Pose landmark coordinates
++++++++++
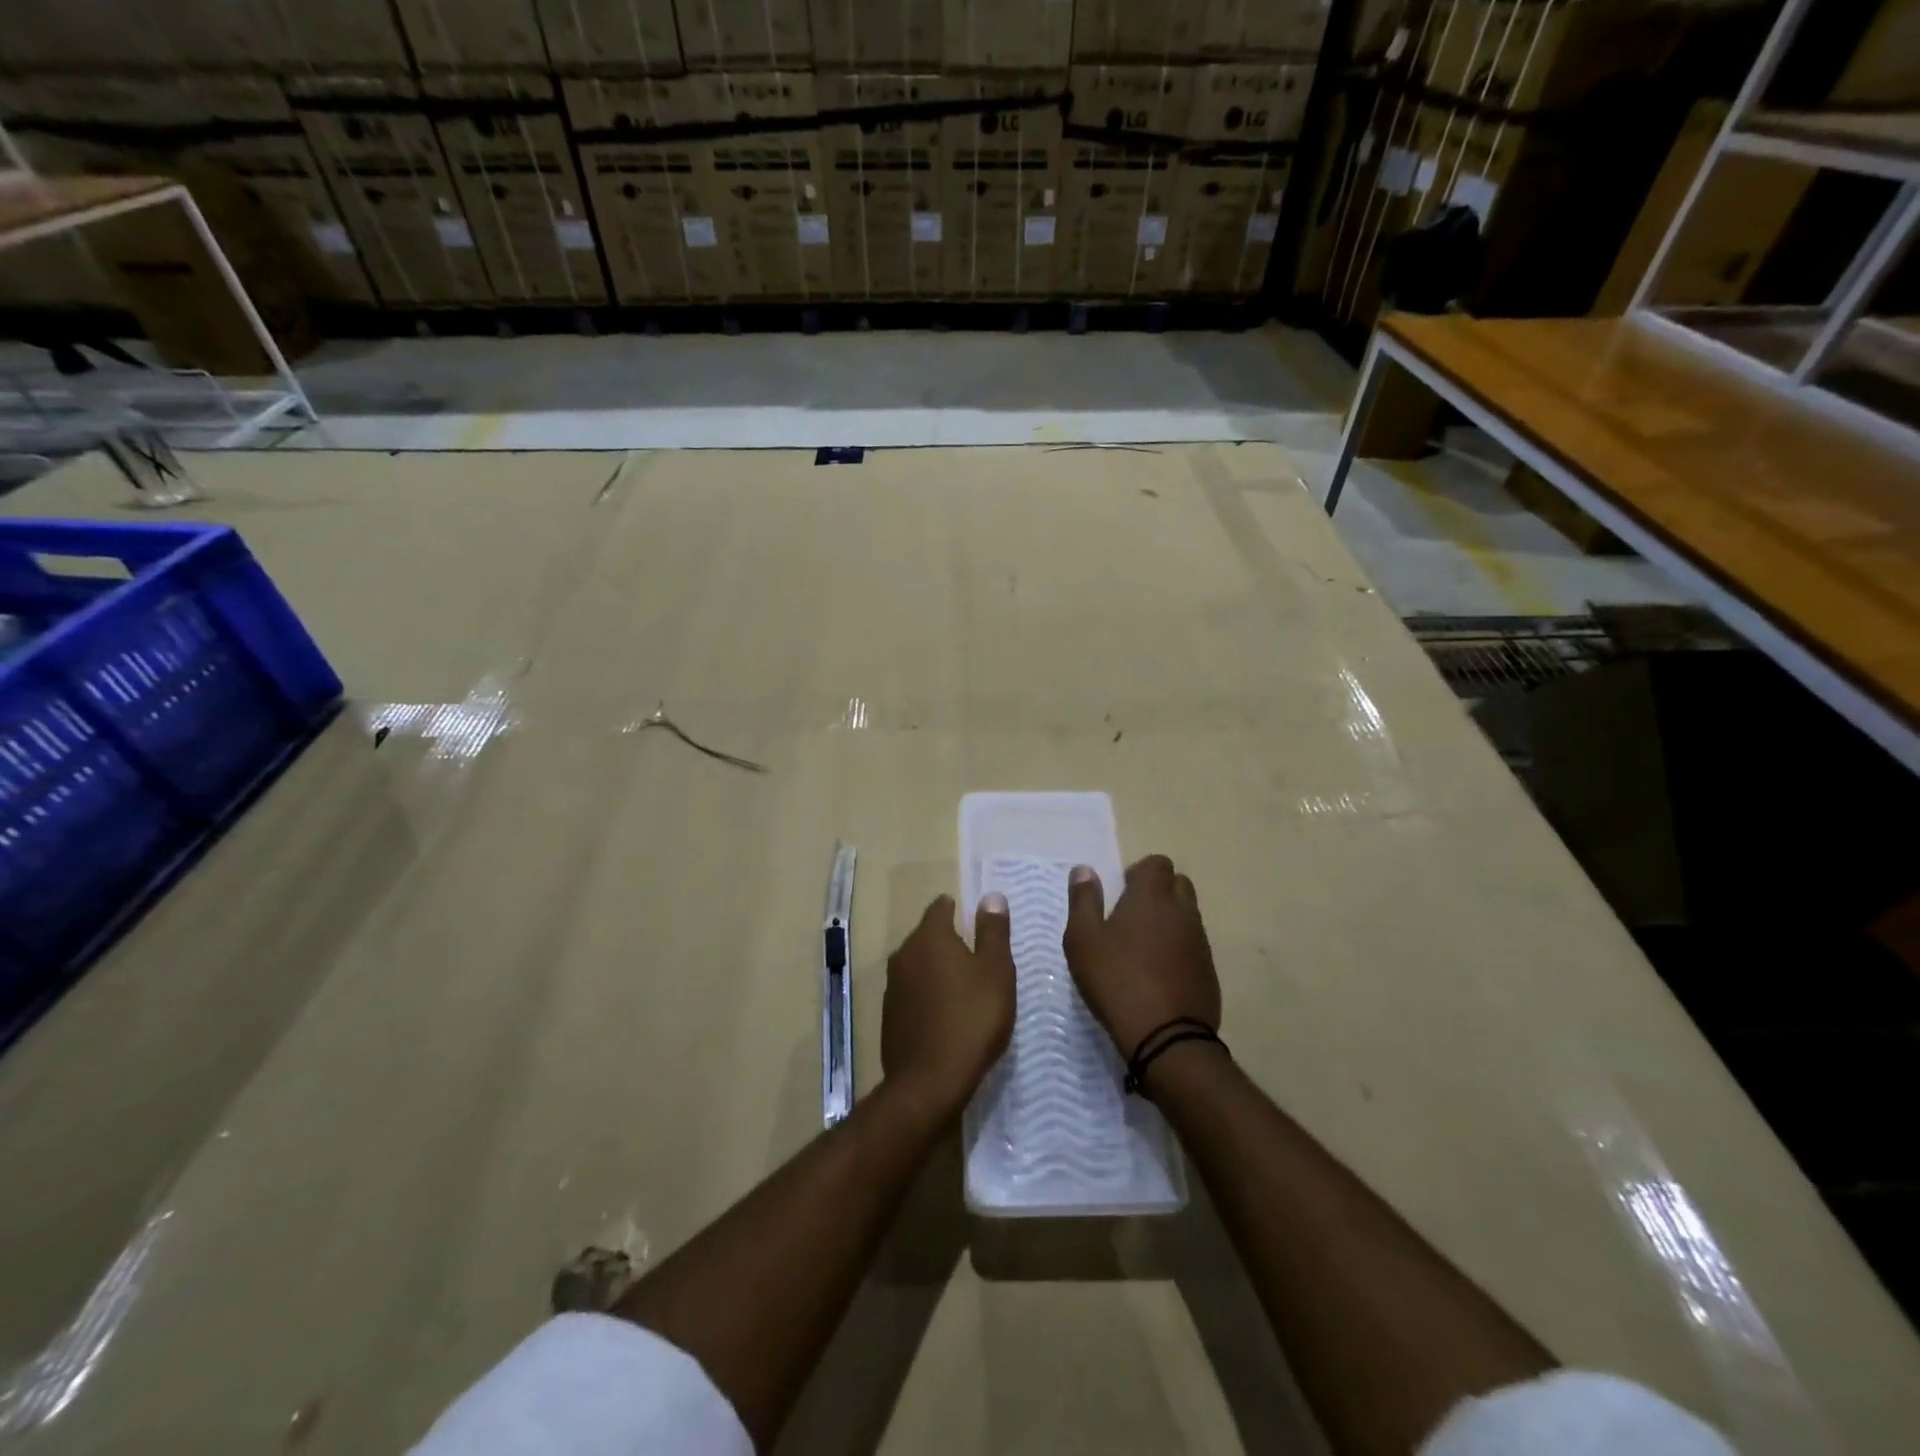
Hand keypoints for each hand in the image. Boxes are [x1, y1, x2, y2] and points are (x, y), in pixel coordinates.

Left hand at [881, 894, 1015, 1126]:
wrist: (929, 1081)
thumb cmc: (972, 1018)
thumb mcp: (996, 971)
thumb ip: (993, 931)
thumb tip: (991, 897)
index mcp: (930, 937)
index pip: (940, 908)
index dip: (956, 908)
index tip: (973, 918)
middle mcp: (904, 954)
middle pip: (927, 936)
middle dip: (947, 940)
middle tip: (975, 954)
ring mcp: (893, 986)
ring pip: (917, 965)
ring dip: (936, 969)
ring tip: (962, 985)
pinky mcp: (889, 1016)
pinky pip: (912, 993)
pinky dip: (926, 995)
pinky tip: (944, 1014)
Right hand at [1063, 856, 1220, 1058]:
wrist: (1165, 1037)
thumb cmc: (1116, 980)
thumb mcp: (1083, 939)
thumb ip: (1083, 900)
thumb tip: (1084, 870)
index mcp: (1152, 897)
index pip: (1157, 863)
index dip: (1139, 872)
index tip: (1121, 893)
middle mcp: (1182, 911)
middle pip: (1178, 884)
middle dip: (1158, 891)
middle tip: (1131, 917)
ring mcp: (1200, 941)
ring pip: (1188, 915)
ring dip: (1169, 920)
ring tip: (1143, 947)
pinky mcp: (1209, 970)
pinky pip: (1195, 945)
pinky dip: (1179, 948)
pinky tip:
++++++++++
## Work task:
Your task is to collect every line above that contains the word "ring".

## Answer section:
ring mcp: (893, 986)
ring pip: (917, 965)
ring dip: (936, 969)
ring tip: (962, 985)
ring mcp: (1200, 941)
ring pip: (1188, 915)
ring dip: (1169, 920)
ring tip: (1143, 947)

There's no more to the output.